Watching kids walk home from school yesterday brought back memories of my first day back to school with the summer fading away as the new school year begins as it has every fall before it. Walking home from school with your friends was always an adventure. My walk was a two mile maze of crossing streets, cutting through yards, going over the railroad tracks, hopping two fences, running from one dog and arriving at home with time to play outside for a while before my mother called me in. Ah yes, fond memories. The only similarity between those kids walkng home from school yesterday and my days walking home from school was the part where they walked. Most were attached to cell phones either talking to someone, texting someone, or reading an incoming text message. It’s a good thing the monkey bars and bike racks have all been torn down or a kid could get hurt falling over one while texting. All this back to school excitement after a wild and crazy summer of playing hot new video game releases will certainly create some memorable stories to tell their grandchildren.

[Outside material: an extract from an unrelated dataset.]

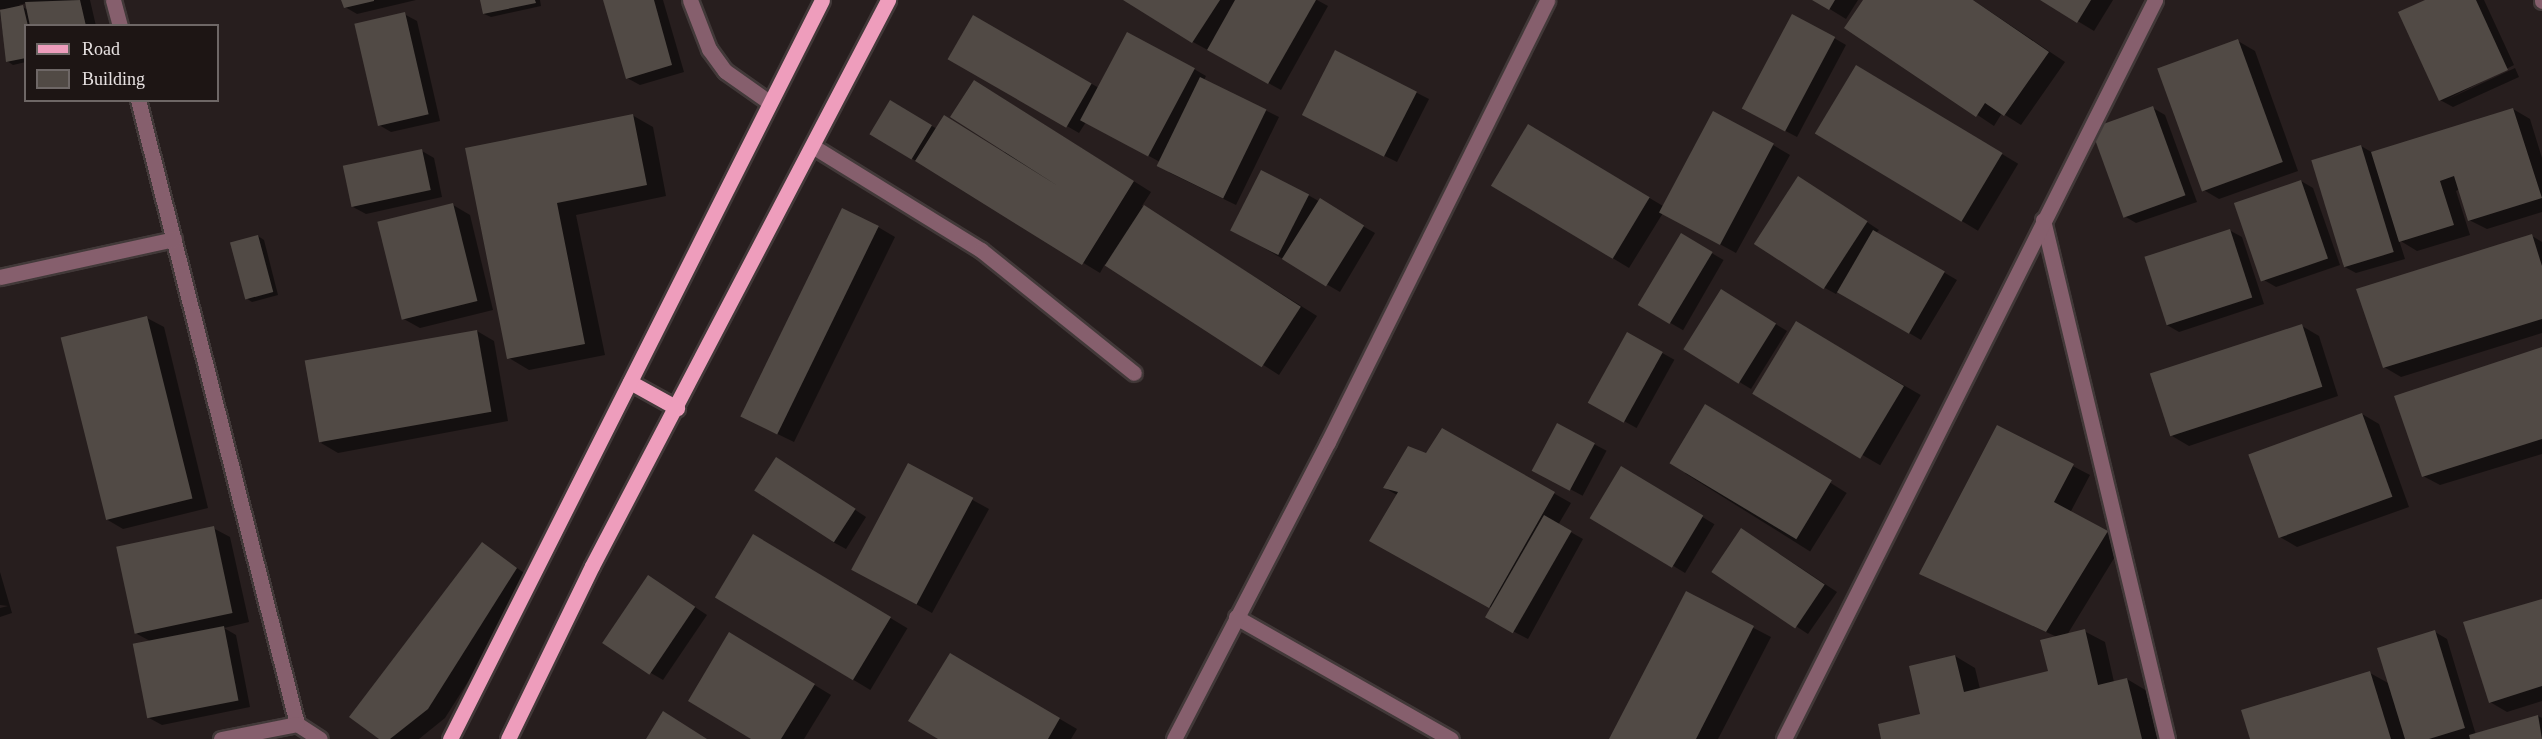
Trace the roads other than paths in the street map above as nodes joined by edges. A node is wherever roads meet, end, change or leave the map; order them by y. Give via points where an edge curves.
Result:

Here are some of my fond childhood memories. I’m sure some of you lucky enough to be born in the 50s, 60s, and 70’s will be brought back to a simpler time and a slower pace where we survived being born to mothers who smoked and/or drank while they carried us and went to schools made of asbestos.
Our baby cribs were covered with bright colored lead-based paints and we had no childproof lids on medicine bottles, doors or cabinets and when we rode our bikes, we had no helmets or shoes, not to mention, the risks some of us took hitchhiking as we got older.
As children, we would ride in the front seat of the car with no seat belts or air bags.
We drank water from the garden hose and NOT from a bottle.
Take away food was limited to pizza places and ice cream parlors.
There were no snacks between meals and, somehow we didn’t starve to death!
We shared one soda with four friends, from one bottle and NO ONE actually died from this.
We could collect old drink bottles and cash them in at the corner store and buy fire crackers to blow up bugs with.
We ate cupcakes, white bread and real butter and drank soft drinks with sugar in it, but we weren’t overweight because……
WE WERE ALWAYS OUTSIDE PLAYING!!
We would leave home in the morning and play all day, as long as we were back when the streetlights came on.
No one was able to reach us all day. And we were O.K.
We would spend hours building our go-carts out of scraps and then ride down the hill, only to find out we forgot the brakes. We built tree houses and played in the dirt with matchbox cars.
We did not have Playstations, Nintendo’s, X-boxes, IPods, no videogames at all, no 99 channels on cable, no video tape or DVD movies, no surround sound, no cell phones, no personal computers, no Internet or Internet chat rooms……….WE HAD FRIENDS and we went outside and found them!
We fell out of trees, got cut, broke bones and teeth and there were no lawsuits from these accidents.
We ate worms and mud pies made from dirt, and the worms did not live in us forever.
You only got gifts on your birthday and at Christmas…….no really!
We made slingshots when we were eight and were given BB guns for our 10th birthdays.
We drank milk laced with plutonium from cows that had eaten grass-covered in nuclear fallout from the atomic testing during the 50’s and 60’s
We rode bikes or walked to a friend’s house and knocked on the door or rang the bell, or just yelled out the window for them! We did not have scheduled pre-planned and pre-approved play dates.
Teams had tryouts and not everyone made the team. Those who didn’t had to learn to deal with disappointment. Imagine that!!
The idea of a parent bailing us out if we got in trouble or broke the law was unheard of. They actually sided with the law!
Our generation has produced some of the best risk-takers, problem solvers and inventors ever! The past 70 years have been an explosion of innovation and new ideas. We had freedom, failure, success and responsibility, and we learned HOW TO DEAL WITH IT ALL! We had the luck to grow up as kids, before the government regulated our lives for our own good.
These kinds of memories kind of make you want to run through the house with scissors, doesn’t it?! Go for it.